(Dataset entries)
□ □ □ □ □ □ □

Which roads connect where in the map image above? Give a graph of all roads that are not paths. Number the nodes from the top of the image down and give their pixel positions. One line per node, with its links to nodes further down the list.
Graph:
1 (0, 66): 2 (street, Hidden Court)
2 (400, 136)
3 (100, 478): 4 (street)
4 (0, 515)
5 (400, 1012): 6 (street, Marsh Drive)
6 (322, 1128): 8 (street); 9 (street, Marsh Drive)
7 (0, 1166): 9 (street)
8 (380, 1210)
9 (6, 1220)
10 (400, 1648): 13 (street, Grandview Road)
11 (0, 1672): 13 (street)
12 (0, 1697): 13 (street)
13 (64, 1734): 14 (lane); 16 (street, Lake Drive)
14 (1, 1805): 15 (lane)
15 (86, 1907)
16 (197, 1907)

□ □ □ □ □ □ □

### EXERCISE BRIEF
Retype all of the data shown above, word for word.

### TASK RESULT
Which roads connect where in the map image above? Give a graph of all roads that are not paths. Number the nodes from the top of the image down and give their pixel positions. One line per node, with its links to nodes further down the list.
Graph:
1 (0, 66): 2 (street, Hidden Court)
2 (400, 136)
3 (100, 478): 4 (street)
4 (0, 515)
5 (400, 1012): 6 (street, Marsh Drive)
6 (322, 1128): 8 (street); 9 (street, Marsh Drive)
7 (0, 1166): 9 (street)
8 (380, 1210)
9 (6, 1220)
10 (400, 1648): 13 (street, Grandview Road)
11 (0, 1672): 13 (street)
12 (0, 1697): 13 (street)
13 (64, 1734): 14 (lane); 16 (street, Lake Drive)
14 (1, 1805): 15 (lane)
15 (86, 1907)
16 (197, 1907)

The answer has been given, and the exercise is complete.